Is it possible to build something inexpensive and easily accessed that can help a person get the most out of a fitness tracker from day 1? I think it could be done to some extent in a booklet or website—and working on a project like that sounds like a dream job to me—but it would go far beyond the user manual (“this option is on that screen”) and deep into helping people identify and prioritize different kinds of goals at a much more granular level than “fit into the clothes I used to wear.” Indeed, it would probably end up being a kind of choose-your-own-adventure curriculum of quizzes and knowledge base that would require a multidisciplinary team and regular updates to do well. Because at the end of the day, a fitness tracker is not a trainer or a coach (or a doctor or a dietician). It’s a compass. It can help you stay on your route, but it can’t plan the route for you.
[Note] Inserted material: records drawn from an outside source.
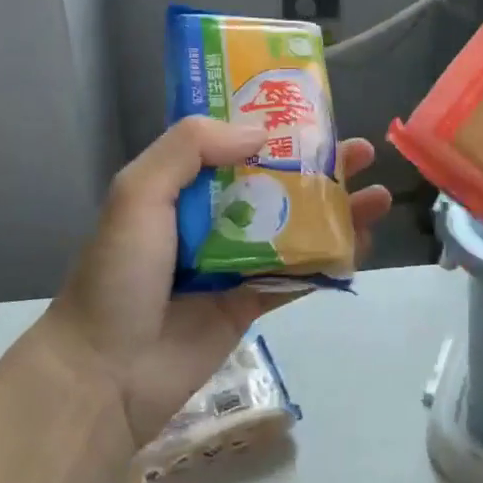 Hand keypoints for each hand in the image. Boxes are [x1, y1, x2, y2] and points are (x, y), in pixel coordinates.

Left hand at [41, 117, 392, 445]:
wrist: (106, 373)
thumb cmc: (119, 274)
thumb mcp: (139, 192)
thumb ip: (190, 147)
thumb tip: (260, 132)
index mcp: (184, 185)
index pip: (235, 142)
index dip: (275, 124)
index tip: (315, 110)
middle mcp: (213, 216)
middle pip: (277, 181)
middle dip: (320, 165)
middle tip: (362, 151)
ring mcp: (236, 260)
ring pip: (297, 225)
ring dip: (336, 209)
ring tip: (377, 195)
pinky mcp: (252, 301)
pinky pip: (299, 274)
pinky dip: (331, 259)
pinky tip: (362, 243) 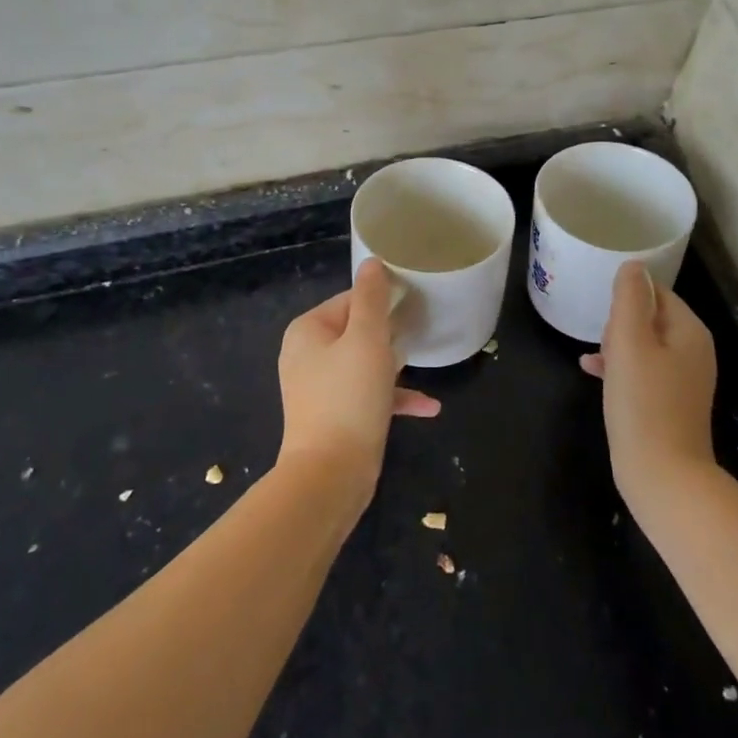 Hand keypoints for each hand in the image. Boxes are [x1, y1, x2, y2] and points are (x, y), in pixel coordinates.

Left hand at [277, 259, 440, 490]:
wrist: (330, 475)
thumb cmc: (349, 396)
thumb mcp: (367, 339)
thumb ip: (371, 298)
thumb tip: (372, 262)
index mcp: (308, 331)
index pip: (350, 300)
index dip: (383, 300)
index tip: (414, 304)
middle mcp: (307, 355)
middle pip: (357, 331)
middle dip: (391, 334)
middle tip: (423, 332)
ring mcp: (320, 388)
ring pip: (365, 363)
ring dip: (396, 367)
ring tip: (425, 364)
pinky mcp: (335, 416)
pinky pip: (367, 396)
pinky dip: (394, 398)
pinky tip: (429, 407)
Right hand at [579, 261, 717, 502]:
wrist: (662, 475)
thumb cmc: (643, 403)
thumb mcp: (630, 343)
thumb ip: (630, 299)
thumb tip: (633, 266)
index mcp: (690, 331)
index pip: (657, 292)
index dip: (627, 299)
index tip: (606, 316)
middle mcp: (693, 351)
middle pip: (650, 317)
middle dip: (621, 323)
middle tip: (602, 340)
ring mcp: (683, 380)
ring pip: (643, 345)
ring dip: (616, 345)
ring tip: (594, 356)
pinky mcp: (669, 403)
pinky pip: (642, 372)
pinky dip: (620, 368)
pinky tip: (591, 371)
*The notion of weight loss in and of itself is of no interest to me, and in many cases it is harmful. For example, weight loss is a common feature of serious illnesses such as cancer and dementia. A more rational goal is loss of excess body fat, and while there are no good, cheap, easy options for measuring that with precision, what most people are looking for in a way to track whether a “weight loss” plan is working (losing excess fat, not key body tissues) can be estimated from changes in waist measurement.
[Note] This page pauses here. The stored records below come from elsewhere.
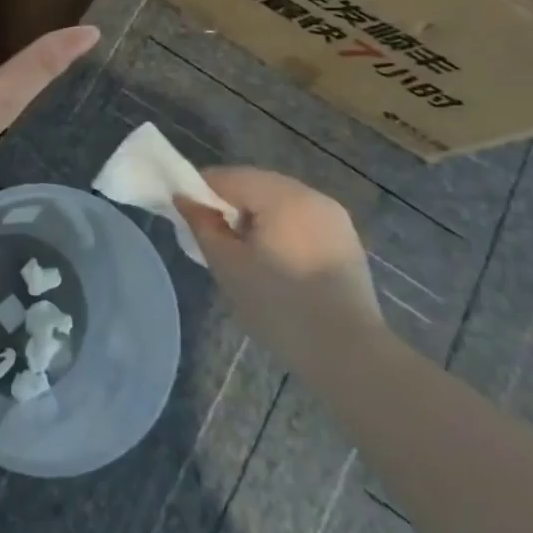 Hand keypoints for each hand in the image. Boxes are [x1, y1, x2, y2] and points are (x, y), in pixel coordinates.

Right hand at [176, 167, 382, 367]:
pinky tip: (274, 260)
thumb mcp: (228, 266)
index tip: (187, 217)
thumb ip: (202, 225)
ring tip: (243, 251)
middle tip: (213, 236)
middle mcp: (310, 194)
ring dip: (255, 215)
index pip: (227, 177)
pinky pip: (300, 218)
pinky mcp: (345, 238)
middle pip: (255, 184)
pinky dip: (280, 227)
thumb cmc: (280, 307)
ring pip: (278, 200)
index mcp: (281, 196)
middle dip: (229, 203)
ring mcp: (332, 215)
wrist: (349, 355)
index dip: (201, 192)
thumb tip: (184, 198)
**Sleep tracking in a fitness tracker is generally a mix of accelerometer and heart rate data, trying to estimate a rest state from a lack of motion and using heart rate patterns that have been observed in sleep studies to be correlated with one sleep stage or another. Any avid “quantified self” enthusiast can tell tales of a watch that said they were in deep sleep while they were reading in bed or perhaps in REM sleep while playing a video game.

†CDC ; WHO, ; AHA, .

‡”Lifestyle Modification Using a Wearable Biometric Ring and Guided Feedback Improve Sleep and Exercise Behaviors: A 12-Month Randomized, Placebo-Controlled Study.” The study compared simply using the ring with some generic information provided with using the ring while also receiving personalized, reinforcing messages. You’ll never guess which group showed the most improvements.